Material for the task START

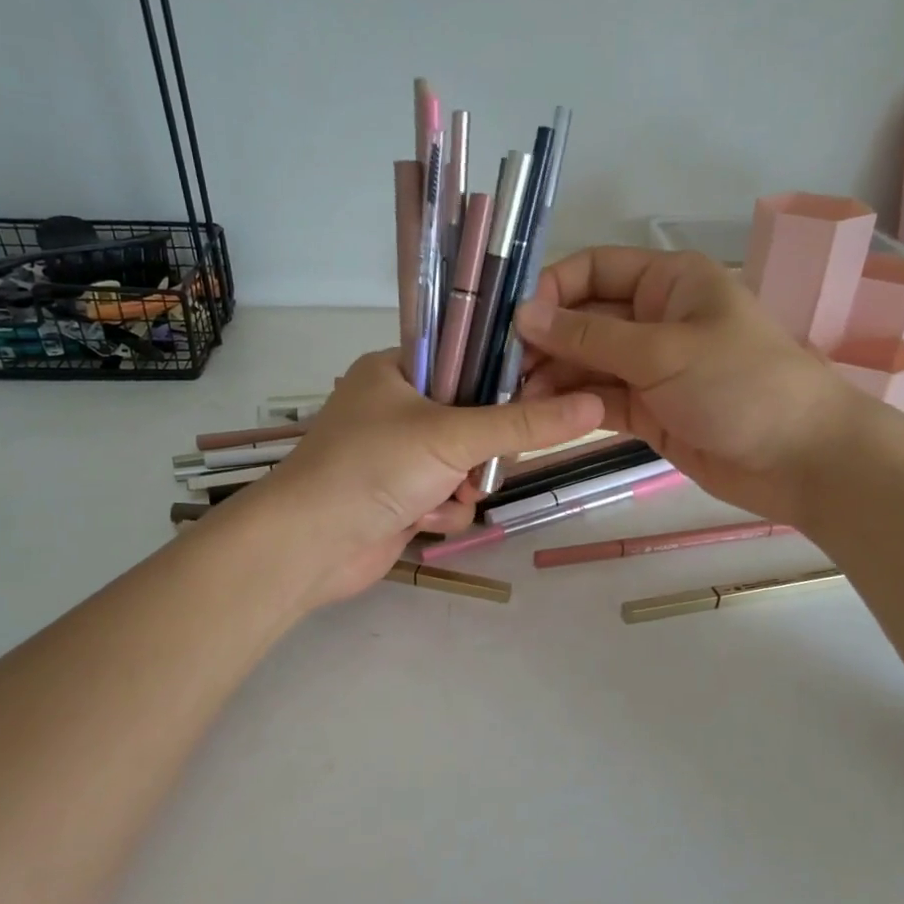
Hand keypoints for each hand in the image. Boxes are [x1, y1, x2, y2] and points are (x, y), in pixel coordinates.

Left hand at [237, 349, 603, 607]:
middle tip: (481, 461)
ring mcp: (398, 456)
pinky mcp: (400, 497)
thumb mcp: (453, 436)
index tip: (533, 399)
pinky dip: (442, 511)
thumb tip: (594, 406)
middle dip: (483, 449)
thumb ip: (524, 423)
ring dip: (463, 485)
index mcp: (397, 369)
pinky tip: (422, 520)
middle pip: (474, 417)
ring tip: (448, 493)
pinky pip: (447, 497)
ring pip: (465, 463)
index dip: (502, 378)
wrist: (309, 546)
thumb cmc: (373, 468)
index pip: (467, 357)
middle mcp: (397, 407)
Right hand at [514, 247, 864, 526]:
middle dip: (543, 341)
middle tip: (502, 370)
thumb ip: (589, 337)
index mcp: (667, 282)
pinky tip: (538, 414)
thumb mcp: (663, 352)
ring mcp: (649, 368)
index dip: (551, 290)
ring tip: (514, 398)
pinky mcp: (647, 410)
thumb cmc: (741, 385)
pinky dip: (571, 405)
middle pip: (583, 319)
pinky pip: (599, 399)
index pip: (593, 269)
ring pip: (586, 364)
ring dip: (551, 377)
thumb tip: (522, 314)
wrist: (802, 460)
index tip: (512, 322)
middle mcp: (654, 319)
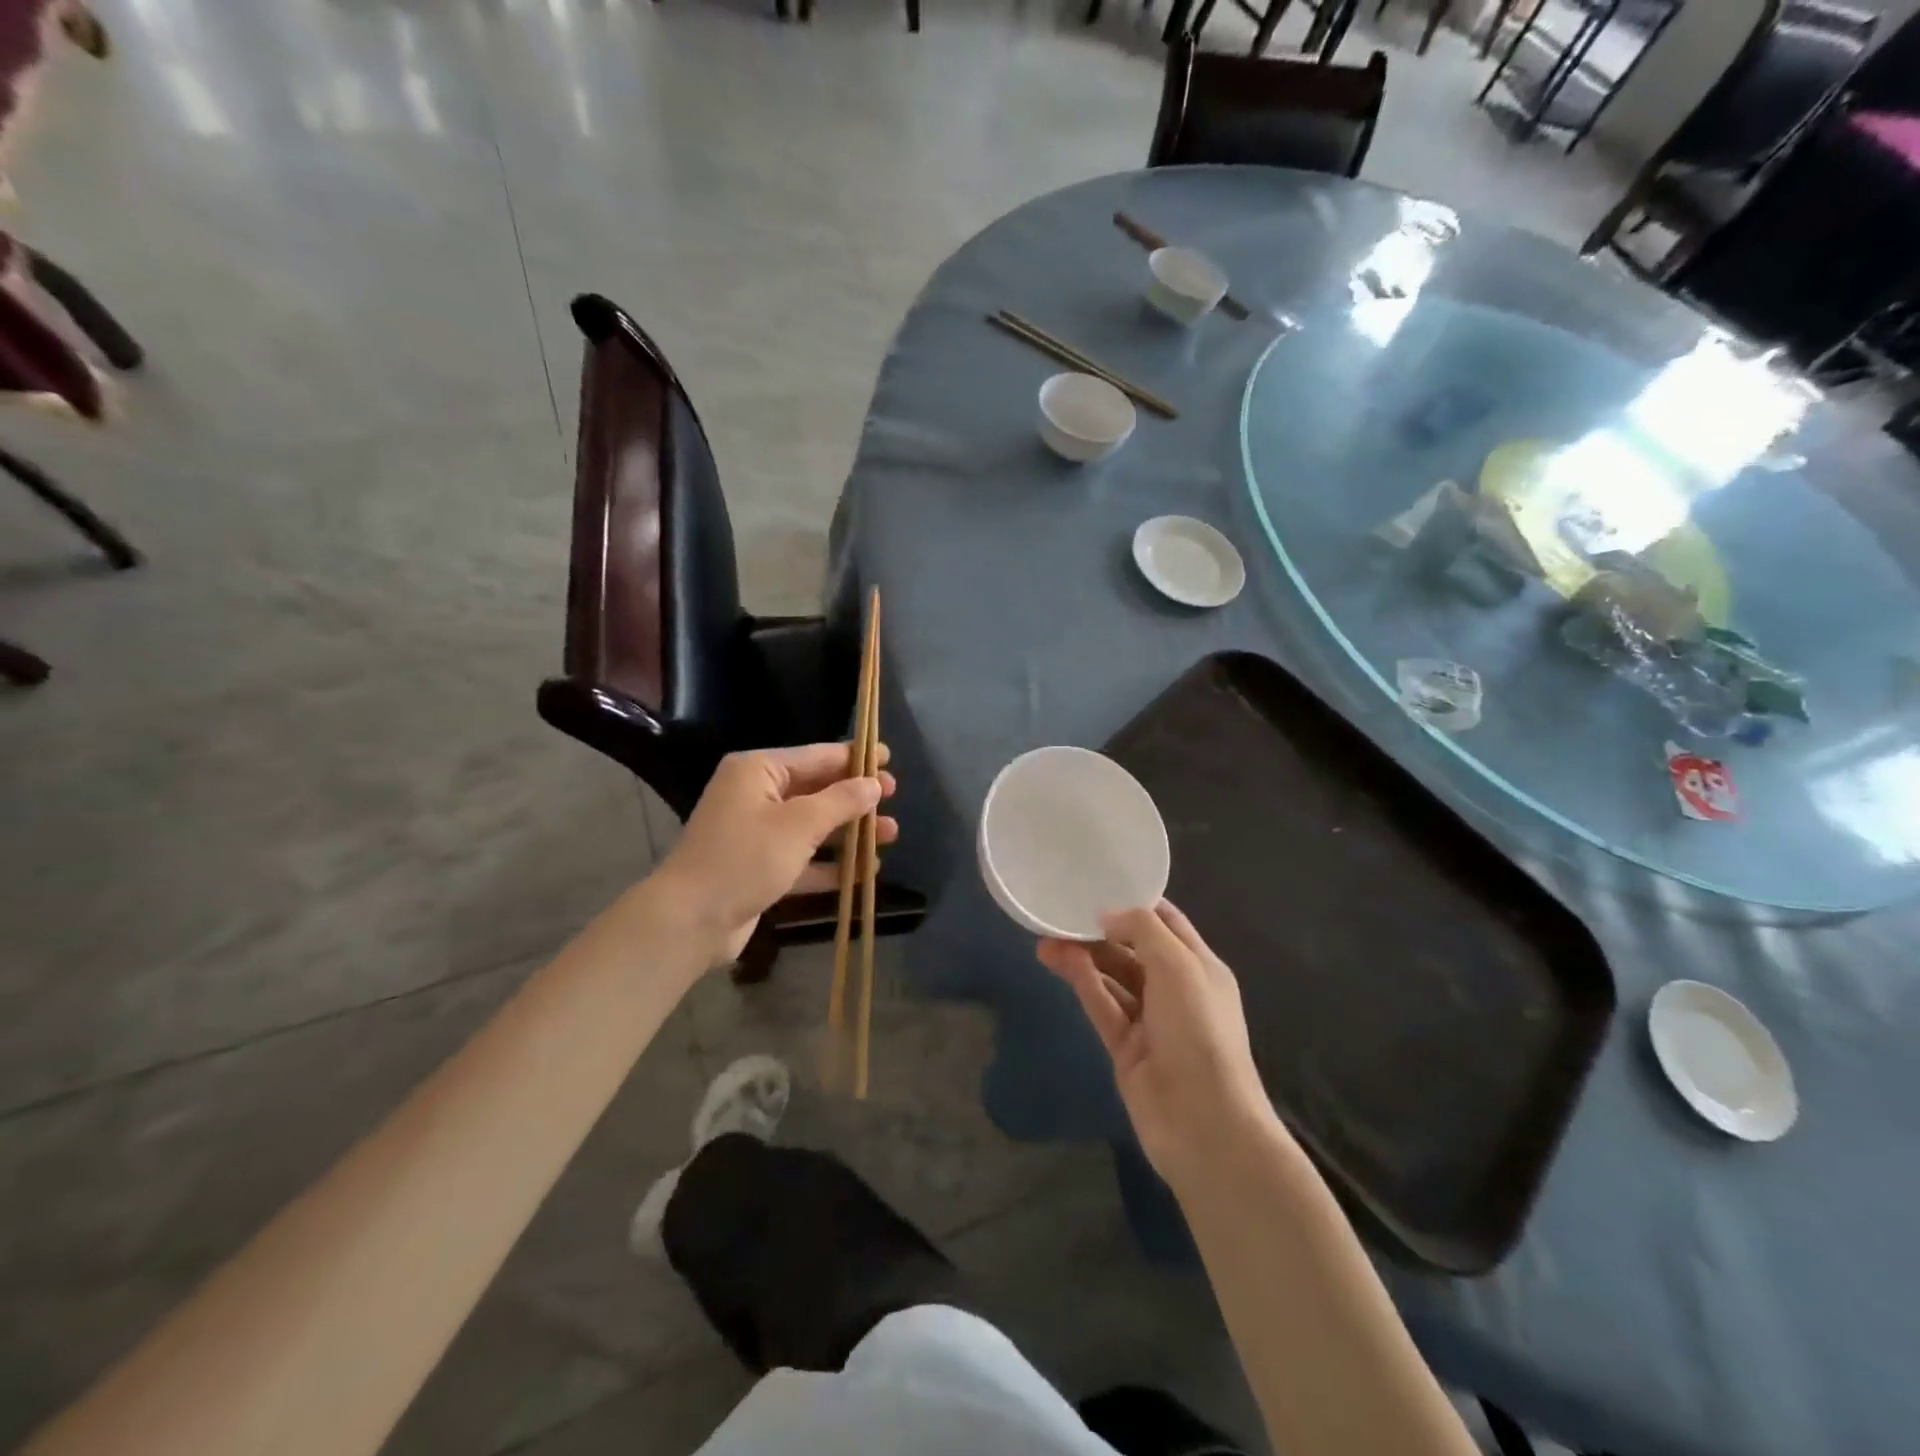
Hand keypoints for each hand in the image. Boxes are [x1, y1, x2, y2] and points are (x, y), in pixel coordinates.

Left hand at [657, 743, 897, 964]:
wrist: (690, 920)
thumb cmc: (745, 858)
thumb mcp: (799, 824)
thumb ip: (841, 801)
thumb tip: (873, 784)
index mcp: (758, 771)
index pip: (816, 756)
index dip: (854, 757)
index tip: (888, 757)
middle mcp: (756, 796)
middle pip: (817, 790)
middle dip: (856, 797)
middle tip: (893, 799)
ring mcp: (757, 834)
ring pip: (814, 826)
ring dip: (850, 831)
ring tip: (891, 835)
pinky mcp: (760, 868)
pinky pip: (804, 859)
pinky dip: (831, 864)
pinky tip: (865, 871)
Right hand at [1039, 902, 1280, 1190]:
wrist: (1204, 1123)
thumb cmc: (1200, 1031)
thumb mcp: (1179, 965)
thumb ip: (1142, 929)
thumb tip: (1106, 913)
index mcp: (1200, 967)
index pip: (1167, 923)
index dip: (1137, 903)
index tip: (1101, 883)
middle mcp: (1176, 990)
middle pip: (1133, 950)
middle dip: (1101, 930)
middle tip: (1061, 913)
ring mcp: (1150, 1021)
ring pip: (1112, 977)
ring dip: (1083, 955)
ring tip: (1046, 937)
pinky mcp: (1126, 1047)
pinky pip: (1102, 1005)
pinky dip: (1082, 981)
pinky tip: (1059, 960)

Material for the task END
Material for the task START

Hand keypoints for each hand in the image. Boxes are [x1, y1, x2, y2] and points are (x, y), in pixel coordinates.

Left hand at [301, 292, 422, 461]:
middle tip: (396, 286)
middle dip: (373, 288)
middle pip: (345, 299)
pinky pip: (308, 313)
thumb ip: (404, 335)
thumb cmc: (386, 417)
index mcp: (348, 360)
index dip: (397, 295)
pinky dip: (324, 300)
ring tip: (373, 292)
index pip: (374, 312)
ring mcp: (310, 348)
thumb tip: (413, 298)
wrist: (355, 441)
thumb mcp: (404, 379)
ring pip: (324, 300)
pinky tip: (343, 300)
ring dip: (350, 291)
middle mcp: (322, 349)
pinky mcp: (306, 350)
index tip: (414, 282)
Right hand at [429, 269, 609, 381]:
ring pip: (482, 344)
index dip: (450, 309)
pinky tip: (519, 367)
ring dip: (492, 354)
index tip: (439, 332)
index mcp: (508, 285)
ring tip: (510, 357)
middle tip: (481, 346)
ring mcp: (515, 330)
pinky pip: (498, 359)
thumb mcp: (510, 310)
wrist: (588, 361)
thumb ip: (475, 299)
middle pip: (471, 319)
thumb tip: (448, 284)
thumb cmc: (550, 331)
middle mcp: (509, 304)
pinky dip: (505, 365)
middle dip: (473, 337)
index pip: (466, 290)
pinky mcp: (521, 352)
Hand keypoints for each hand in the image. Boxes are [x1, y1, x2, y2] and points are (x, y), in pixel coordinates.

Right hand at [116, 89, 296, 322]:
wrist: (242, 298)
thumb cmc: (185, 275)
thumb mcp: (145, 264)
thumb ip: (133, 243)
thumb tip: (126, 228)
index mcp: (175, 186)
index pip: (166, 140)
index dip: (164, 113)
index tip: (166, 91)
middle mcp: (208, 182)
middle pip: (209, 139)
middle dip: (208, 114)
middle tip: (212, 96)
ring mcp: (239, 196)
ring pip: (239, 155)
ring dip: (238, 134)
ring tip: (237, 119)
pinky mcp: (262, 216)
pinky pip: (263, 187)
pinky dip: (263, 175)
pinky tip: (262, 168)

Material for the task END
Material for the task START

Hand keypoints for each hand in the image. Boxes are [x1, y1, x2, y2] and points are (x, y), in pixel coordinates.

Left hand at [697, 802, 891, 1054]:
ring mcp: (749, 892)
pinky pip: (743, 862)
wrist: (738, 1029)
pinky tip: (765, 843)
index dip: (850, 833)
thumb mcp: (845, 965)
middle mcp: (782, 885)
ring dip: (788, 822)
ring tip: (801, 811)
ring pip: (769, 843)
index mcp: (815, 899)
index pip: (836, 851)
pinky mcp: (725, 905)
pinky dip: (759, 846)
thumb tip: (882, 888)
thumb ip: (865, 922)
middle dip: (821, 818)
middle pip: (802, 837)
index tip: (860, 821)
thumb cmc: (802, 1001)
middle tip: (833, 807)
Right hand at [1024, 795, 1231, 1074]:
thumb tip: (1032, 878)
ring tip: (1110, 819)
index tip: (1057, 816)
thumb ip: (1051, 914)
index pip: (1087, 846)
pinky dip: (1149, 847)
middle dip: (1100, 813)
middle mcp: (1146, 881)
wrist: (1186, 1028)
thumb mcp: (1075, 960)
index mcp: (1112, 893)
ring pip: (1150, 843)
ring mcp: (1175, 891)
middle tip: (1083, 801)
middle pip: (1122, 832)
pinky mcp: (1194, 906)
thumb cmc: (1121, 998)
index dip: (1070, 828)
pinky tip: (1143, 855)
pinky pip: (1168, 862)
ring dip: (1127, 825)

Material for the task END

* [Try it]: Nothing but the lines above from the one that has "ring dip: (551, 377)" down to the one that has "index pip: (816, 756)" belongs in the answer, copied exactly, without pictures.

* [Answer section]:
ring dip: (551, 377)
thumb tip: (522, 314)
wrist: (802, 460)
index tip: (512, 322)
middle mcp: (654, 319)
Hand keypoints for each hand in the image. Boxes are [x1, y1, x2, y2] and points are (x, y), in pixel coordinates.

Left hand at [657, 743, 897, 964]:
wrist: (690, 920)
thumb cmc: (745, 858)
thumb mcp: (799, 824)
thumb ip: (841, 801)
thumb tip: (873, 784)
index mcp: (758, 771)
index pip: (816, 756)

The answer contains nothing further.